Work required: Return exactly the final stretch of the records below, opening with the line that contains "pinky dip: (172, 132)" and closing with the last line.

Input for this task:
|---|

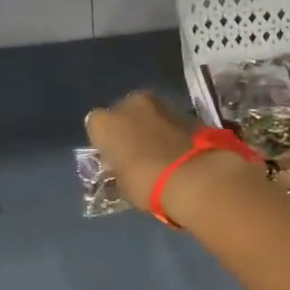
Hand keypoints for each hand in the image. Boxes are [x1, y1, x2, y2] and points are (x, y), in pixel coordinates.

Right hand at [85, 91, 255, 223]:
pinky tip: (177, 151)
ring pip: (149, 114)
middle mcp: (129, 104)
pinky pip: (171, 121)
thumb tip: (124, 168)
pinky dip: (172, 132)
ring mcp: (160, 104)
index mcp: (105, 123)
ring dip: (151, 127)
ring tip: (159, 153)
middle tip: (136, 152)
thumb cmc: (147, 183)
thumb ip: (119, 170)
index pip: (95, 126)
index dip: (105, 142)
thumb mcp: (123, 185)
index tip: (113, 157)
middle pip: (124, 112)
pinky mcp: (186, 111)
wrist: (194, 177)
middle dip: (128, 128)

|---|

Answer for this exercise:
pinky dip: (172, 132)
ring mcp: (160, 104)
index mcp: (105, 123)
ring dip: (151, 127)
ring tip: (159, 153)
middle tip: (136, 152)
thumb cmc: (147, 183)
thumb ip: (119, 170)
index pip: (95, 126)
index dip: (105, 142)
thumb mcp: (123, 185)
index tip: (113, 157)
middle pip: (124, 112)
pinky mcp: (186, 111)
wrist: (194, 177)
middle dip: (128, 128)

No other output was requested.